Rebels work on a military tank seized at an outpost near Idlib. On Thursday, U.N. monitors inspected Haffa.
Rebels work on a military tank seized at an outpost near Idlib. On Thursday, U.N. monitors inspected Haffa. (Associated Press)
Posted: June 15, 2012

BEIRUT, Lebanon - Deserted streets, scorched buildings, the stench of death - that was the now-familiar state of affairs that U.N. observers found Thursday in Syria's battered town of Haffa, which the state-run media said was "cleansed" of "terrorists" this week.

U.N. personnel were finally able to enter the desolate town after more than a week of heavy combat as government troops sought to oust rebels ensconced there. Insurgent forces, commonly referred to by the government and its media as terrorists, say they pulled back, and on Wednesday officials declared that "security and calm" had been restored.

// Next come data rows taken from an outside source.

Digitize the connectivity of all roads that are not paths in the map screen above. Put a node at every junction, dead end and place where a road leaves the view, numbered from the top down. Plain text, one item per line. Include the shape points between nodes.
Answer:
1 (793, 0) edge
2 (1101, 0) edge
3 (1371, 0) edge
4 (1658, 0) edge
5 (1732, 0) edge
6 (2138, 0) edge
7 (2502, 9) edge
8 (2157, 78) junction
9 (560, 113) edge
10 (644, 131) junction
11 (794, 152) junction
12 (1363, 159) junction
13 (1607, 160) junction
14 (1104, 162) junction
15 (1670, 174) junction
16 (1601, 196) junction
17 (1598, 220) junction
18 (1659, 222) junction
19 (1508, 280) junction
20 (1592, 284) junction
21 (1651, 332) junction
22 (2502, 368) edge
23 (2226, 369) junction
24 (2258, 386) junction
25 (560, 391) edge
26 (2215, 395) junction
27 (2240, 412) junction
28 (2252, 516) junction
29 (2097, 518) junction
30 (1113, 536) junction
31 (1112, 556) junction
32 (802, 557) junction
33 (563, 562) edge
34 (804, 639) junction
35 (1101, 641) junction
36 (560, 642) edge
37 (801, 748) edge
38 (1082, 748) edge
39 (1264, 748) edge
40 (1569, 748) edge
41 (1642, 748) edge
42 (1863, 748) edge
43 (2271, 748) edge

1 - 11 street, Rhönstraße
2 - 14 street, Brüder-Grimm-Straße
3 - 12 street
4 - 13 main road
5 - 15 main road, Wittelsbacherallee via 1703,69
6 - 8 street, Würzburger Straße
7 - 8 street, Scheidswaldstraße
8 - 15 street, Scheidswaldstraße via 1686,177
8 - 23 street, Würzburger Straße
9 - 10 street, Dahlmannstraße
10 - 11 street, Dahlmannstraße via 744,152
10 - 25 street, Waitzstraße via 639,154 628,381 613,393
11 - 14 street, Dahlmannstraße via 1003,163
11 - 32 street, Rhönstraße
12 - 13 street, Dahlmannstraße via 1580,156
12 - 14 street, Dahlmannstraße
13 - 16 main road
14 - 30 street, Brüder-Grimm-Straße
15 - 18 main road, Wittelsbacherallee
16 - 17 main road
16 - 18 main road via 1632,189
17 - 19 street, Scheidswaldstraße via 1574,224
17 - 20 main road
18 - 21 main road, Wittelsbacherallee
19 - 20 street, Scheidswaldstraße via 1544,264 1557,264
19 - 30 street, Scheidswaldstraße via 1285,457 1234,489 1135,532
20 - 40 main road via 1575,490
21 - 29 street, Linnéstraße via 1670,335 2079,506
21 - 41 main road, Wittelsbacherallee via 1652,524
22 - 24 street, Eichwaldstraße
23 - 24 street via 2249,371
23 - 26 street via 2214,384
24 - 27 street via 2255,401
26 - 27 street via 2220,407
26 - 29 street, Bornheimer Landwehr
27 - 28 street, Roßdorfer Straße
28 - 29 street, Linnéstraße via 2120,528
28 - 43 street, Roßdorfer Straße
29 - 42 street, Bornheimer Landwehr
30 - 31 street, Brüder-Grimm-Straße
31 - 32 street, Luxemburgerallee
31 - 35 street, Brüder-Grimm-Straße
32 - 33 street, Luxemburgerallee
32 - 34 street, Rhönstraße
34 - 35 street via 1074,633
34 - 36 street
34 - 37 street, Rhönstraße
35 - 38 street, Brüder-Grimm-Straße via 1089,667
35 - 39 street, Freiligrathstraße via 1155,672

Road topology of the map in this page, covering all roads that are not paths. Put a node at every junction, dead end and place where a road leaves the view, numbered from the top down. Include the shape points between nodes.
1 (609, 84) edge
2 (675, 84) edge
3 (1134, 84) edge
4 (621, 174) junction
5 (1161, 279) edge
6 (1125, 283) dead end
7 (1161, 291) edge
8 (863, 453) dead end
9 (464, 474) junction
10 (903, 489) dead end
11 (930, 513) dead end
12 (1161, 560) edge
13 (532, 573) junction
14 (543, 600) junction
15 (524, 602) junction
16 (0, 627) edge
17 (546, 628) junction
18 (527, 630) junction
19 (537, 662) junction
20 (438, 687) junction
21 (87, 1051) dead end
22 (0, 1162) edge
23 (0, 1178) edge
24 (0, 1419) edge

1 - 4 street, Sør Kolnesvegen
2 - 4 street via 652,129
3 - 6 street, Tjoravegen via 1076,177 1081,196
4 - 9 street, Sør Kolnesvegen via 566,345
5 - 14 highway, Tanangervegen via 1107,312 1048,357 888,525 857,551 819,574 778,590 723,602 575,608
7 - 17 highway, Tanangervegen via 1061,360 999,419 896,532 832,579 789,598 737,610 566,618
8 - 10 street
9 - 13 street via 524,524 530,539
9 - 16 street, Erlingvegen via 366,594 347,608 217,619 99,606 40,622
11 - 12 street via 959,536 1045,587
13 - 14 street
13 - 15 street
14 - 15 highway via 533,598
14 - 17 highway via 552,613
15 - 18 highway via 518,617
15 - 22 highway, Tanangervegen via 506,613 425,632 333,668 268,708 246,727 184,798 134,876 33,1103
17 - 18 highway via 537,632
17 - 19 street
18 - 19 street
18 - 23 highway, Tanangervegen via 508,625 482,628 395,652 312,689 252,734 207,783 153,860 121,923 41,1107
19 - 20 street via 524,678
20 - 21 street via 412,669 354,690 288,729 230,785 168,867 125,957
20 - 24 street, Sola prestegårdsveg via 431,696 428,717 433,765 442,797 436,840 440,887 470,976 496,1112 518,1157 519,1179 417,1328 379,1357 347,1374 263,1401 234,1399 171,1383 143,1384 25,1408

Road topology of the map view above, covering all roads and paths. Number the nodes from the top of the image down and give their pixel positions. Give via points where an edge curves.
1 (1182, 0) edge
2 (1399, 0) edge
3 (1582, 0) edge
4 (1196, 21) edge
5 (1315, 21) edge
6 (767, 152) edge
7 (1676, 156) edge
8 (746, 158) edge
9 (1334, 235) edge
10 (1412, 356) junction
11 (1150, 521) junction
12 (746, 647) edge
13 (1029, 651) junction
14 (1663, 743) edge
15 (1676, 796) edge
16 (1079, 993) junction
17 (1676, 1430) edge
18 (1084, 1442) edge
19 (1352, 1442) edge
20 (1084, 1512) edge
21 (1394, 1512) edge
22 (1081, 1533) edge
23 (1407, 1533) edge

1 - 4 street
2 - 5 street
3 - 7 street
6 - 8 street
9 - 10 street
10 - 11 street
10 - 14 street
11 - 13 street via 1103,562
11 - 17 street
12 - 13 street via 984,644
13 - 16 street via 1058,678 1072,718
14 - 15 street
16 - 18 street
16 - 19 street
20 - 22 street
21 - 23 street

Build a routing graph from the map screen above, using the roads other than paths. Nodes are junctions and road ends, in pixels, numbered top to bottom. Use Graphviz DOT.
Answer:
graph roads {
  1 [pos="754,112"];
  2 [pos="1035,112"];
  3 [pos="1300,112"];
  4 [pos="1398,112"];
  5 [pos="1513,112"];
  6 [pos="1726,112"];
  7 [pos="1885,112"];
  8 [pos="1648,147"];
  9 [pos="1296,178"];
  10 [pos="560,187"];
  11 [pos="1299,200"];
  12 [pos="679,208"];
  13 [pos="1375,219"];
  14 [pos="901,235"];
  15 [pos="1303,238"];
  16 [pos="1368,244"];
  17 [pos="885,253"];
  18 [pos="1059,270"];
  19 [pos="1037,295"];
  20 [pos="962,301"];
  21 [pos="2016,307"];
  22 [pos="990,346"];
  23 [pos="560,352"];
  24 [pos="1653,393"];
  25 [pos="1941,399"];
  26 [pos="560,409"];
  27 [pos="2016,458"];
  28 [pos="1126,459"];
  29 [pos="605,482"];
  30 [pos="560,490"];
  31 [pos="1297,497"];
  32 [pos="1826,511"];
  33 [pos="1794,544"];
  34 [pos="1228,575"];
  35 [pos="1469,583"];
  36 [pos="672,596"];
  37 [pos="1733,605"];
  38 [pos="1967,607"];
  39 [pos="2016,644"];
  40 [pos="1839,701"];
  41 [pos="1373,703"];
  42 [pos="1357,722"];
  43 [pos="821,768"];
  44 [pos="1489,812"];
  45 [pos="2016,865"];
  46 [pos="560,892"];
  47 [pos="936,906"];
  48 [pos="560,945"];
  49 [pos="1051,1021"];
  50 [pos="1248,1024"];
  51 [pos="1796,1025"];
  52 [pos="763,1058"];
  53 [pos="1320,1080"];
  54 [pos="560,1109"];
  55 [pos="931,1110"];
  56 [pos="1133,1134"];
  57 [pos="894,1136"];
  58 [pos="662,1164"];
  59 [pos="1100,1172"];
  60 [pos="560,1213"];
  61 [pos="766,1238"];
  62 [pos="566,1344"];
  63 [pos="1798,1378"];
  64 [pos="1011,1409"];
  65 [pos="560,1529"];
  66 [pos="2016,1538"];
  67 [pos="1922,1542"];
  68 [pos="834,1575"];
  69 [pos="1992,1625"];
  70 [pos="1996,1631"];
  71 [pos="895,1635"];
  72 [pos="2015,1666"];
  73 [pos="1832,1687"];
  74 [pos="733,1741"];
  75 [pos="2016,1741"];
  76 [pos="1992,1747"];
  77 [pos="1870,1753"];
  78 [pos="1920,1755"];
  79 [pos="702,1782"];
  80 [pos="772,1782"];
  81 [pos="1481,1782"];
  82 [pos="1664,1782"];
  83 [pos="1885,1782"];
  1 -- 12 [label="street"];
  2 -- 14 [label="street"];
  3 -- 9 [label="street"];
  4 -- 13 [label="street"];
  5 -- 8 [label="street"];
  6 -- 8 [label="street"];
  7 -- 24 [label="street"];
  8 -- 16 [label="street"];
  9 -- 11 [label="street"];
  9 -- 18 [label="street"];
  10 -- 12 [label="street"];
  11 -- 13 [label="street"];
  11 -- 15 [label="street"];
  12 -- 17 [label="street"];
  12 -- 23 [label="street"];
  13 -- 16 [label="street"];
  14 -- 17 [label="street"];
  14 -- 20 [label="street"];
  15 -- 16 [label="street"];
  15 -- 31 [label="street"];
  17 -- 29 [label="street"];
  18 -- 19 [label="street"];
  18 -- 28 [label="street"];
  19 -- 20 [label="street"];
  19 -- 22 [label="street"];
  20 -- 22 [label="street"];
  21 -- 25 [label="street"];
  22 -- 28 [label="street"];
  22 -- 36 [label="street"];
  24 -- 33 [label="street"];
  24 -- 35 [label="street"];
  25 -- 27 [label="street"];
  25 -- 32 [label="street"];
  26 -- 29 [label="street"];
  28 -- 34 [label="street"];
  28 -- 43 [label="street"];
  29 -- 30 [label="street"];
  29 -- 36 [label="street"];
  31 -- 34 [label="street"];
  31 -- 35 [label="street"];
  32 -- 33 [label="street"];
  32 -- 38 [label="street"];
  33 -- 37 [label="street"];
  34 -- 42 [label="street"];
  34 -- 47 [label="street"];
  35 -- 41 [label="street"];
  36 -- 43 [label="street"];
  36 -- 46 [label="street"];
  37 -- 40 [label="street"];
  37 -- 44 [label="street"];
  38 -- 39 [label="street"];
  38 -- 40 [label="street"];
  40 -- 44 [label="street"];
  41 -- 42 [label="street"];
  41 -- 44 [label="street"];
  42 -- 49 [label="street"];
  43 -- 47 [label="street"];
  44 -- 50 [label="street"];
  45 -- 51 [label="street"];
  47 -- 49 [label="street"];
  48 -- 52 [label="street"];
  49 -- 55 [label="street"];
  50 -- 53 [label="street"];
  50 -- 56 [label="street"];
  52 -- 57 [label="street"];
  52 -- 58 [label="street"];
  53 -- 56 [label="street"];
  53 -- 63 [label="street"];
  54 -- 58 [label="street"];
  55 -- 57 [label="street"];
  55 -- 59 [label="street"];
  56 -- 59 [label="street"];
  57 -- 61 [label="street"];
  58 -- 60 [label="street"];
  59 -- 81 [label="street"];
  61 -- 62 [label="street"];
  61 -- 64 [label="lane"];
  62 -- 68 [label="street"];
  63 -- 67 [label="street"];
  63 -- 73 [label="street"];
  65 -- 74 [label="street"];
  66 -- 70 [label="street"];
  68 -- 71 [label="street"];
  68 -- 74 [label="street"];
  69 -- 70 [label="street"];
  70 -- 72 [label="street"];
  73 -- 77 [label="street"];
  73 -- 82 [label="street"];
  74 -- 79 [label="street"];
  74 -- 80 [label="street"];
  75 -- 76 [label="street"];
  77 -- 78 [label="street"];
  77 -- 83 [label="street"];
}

The scene was reminiscent of other former rebel enclaves that Syrian forces had managed to overrun after protracted shelling and clashes.

Haffa has become the latest Syrian district transformed into a charred ghost town during a 15-month insurrection that has cost more than 10,000 lives.

"The town appeared deserted," the United Nations said in a statement about its visit to Haffa, once home to more than 20,000 and long an agricultural hub and summer retreat. "Most government institutions, including the post office, were set on fire from inside."

What happened to the townsfolk remained a question mark. Many fled north to Turkey, opposition activists said.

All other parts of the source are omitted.